Produção de azeite deve ter quebra de até 50% nesta campanha

A produção nacional de azeite deverá registar uma quebra de até 50%, face à campanha anterior.

A produção nacional de azeite deverá registar uma quebra de até 50%, face à campanha anterior, devido à seca e ao facto de se estar a realizar em contrassafra, apontou a secretária-geral da Casa do Azeite. “Estima-se que a produção nacional possa sofrer uma quebra de 30%-40% em relação à campanha anterior. Em algumas regiões de olival tradicional, essas quebras podem mesmo atingir os 50%”, afirmou Mariana Matos, em resposta à Lusa.
Segundo esta responsável, a quebra na produção deve-se ao facto de esta ser uma “campanha de contrassafra”, mas também à seca.
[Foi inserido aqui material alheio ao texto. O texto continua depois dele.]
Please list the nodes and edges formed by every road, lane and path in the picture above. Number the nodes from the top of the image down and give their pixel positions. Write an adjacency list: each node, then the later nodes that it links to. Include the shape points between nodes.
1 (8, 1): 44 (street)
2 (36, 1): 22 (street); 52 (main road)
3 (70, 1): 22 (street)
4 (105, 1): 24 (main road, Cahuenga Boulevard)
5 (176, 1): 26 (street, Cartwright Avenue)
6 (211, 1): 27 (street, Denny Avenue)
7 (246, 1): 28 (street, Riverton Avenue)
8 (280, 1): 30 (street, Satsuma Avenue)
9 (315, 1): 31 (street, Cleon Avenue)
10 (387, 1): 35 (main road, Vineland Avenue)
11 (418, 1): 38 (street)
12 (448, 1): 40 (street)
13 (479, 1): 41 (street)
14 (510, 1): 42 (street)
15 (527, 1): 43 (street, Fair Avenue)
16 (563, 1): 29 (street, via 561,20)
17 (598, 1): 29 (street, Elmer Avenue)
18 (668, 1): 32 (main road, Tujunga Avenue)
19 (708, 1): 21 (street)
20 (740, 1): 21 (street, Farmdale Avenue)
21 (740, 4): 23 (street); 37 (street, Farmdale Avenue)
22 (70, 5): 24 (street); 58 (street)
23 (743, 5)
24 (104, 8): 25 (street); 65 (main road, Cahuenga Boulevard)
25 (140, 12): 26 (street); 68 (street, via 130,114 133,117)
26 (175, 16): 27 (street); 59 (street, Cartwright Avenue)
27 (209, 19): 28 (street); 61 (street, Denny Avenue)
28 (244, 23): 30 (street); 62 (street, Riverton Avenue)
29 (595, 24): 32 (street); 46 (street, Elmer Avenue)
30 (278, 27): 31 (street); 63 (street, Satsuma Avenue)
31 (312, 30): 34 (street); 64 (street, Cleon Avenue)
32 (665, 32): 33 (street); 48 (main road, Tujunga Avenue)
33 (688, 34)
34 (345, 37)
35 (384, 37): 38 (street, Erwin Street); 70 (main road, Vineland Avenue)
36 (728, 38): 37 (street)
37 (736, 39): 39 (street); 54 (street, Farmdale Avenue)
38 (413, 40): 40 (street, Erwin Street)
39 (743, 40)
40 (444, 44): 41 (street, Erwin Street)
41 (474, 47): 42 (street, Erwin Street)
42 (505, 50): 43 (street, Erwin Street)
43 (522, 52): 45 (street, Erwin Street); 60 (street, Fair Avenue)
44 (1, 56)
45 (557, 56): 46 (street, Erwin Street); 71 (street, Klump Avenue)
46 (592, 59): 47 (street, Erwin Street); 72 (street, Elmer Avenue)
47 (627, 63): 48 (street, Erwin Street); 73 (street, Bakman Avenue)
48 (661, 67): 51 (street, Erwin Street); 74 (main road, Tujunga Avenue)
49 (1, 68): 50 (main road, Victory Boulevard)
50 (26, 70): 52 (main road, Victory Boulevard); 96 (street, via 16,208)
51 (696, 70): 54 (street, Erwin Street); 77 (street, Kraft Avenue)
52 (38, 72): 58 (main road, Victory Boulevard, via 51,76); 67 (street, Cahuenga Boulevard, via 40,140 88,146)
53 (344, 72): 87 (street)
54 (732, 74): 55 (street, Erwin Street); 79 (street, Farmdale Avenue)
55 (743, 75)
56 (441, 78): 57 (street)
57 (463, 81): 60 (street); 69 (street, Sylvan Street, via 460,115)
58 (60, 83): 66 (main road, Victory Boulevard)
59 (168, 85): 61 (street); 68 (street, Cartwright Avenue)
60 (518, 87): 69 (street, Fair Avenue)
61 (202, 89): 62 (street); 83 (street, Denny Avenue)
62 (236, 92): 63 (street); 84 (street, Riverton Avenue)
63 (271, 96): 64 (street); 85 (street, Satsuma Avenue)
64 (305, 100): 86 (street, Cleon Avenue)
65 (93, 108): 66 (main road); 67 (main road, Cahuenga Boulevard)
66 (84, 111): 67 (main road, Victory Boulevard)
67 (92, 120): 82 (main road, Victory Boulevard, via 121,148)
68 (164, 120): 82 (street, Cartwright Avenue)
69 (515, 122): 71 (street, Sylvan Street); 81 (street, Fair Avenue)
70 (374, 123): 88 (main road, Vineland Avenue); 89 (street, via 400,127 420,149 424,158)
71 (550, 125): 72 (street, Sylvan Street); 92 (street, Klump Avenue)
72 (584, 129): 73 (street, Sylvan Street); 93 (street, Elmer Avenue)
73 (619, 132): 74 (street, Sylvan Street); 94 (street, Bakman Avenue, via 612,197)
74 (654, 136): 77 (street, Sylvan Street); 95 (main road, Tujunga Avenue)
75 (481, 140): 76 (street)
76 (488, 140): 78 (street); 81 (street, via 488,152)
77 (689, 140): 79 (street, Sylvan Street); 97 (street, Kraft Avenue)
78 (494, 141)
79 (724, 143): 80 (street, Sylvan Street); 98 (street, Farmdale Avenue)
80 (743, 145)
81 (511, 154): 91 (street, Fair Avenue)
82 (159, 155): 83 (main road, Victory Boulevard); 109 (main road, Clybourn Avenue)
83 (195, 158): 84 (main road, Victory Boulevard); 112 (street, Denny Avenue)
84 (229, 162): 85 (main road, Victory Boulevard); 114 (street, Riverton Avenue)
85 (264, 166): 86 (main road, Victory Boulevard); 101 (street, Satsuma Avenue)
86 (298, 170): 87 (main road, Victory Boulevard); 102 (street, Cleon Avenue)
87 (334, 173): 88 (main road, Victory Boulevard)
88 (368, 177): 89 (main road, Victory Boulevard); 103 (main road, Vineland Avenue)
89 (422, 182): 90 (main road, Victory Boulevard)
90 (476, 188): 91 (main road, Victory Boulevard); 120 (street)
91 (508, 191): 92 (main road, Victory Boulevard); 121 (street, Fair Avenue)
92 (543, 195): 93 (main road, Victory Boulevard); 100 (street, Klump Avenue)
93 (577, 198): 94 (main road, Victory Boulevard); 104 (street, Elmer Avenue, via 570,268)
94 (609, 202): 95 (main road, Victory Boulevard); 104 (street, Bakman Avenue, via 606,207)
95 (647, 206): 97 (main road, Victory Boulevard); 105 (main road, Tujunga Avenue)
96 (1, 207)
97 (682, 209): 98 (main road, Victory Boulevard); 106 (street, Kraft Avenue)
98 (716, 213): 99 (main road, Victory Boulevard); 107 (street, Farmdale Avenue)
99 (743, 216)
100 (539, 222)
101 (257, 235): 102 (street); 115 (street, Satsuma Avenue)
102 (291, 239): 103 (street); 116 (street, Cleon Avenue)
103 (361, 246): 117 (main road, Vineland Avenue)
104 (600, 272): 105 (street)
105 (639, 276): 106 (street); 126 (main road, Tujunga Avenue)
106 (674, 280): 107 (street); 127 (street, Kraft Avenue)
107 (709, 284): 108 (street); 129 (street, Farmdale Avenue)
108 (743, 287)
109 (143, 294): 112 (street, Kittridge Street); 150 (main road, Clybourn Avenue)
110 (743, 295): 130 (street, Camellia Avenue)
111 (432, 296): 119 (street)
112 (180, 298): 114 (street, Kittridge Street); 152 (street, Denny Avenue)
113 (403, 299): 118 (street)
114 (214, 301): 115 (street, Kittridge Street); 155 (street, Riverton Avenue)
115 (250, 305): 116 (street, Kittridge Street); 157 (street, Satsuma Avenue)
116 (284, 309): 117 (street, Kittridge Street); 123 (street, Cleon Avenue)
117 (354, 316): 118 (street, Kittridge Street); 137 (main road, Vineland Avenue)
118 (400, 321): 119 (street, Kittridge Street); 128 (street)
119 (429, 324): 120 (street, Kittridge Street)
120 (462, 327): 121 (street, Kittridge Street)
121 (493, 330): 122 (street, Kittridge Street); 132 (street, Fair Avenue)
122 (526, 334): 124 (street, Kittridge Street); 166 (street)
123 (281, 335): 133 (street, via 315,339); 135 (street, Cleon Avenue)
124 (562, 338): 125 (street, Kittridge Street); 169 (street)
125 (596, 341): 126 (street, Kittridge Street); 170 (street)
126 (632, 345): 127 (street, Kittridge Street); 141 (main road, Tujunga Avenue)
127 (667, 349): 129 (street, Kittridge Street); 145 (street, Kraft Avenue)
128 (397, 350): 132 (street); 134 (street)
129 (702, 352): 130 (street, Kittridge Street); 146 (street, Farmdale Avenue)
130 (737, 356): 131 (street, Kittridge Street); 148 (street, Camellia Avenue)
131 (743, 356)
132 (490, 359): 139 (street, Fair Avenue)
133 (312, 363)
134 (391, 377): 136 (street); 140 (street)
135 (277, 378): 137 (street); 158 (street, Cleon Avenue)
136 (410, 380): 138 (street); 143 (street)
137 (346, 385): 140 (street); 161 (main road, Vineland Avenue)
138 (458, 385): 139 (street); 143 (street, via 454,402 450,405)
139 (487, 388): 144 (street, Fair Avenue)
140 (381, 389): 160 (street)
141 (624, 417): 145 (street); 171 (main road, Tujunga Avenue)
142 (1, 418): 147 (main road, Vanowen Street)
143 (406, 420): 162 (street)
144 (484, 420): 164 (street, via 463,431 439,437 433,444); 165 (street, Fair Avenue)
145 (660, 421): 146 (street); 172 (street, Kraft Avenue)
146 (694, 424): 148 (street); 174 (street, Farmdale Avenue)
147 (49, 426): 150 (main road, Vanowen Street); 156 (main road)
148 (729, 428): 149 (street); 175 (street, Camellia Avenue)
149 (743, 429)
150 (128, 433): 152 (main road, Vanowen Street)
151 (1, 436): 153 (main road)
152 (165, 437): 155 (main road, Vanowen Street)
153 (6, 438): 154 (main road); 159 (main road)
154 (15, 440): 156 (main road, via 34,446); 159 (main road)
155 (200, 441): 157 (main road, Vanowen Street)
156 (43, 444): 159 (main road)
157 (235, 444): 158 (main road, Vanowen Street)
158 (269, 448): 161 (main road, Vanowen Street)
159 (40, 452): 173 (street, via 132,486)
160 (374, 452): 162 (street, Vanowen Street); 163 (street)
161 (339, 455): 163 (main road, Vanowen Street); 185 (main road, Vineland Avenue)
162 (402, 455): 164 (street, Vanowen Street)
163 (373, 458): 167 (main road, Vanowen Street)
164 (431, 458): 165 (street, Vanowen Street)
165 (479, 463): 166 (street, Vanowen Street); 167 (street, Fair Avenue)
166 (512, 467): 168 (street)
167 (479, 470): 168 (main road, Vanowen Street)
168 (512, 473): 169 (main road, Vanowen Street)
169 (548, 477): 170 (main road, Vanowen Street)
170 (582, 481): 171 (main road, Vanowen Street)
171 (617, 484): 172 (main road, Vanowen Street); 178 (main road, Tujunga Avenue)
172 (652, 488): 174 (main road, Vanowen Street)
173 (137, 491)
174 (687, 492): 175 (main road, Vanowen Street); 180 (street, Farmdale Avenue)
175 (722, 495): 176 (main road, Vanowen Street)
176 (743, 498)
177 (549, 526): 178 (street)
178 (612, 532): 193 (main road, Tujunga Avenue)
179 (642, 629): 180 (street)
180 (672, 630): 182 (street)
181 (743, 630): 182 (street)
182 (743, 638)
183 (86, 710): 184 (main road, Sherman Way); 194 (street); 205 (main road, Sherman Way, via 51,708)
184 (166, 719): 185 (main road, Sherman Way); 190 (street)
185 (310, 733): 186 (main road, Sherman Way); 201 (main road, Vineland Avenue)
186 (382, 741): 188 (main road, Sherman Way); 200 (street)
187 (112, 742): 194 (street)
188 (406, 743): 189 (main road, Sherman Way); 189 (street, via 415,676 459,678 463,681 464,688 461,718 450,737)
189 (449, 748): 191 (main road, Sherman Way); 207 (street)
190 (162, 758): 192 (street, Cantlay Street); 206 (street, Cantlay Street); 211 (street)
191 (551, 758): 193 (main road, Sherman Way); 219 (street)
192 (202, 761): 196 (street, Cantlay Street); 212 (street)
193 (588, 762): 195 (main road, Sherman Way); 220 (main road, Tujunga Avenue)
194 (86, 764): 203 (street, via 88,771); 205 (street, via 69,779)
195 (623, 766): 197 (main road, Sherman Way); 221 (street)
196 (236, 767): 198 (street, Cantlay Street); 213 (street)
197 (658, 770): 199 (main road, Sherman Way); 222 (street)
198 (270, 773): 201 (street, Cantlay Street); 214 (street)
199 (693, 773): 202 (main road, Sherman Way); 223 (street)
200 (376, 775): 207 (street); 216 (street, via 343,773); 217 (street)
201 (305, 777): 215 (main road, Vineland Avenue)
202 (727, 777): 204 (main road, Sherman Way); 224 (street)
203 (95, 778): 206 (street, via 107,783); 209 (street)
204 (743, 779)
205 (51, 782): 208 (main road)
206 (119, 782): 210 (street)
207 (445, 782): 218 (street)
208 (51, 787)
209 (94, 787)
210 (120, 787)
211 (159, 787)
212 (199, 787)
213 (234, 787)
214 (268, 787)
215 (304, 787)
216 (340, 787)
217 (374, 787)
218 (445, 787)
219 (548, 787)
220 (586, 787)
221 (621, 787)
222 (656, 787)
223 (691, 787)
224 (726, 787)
O olival tradicional, de sequeiro, é o mais afectado pela seca, destacando-se as regiões de Trás-os-Montes e Beiras, onde predomina este tipo. No que diz respeito à região do Alentejo, com olivais em sebe, de regadio, verificou-se “alguma quebra” devido às elevadas temperaturas “na altura da floração e da contrassafra”. Ainda assim, a descida será inferior à registada nos olivais de sequeiro.
As exportações portuguesas de azeite aumentaram 36% em volume e 57% em valor, entre Janeiro e Outubro, mas as vendas internas recuaram cerca de 14% face a 2021, segundo dados avançados pela Casa do Azeite. Por mercado, destacam-se, com os maiores aumentos, Itália (+84%) e Espanha (+55%), no que se refere à exportação de azeite a granel. Já o Brasil continua a ser o principal mercado de destino do azeite embalado, com as exportações a crescerem 6,5%, face ao mesmo período de 2021.
Com actividade desde 1976, a Casa do Azeite é uma associação patronal de direito privado, que representa a quase totalidade das associações de azeite de marca embalado em Portugal.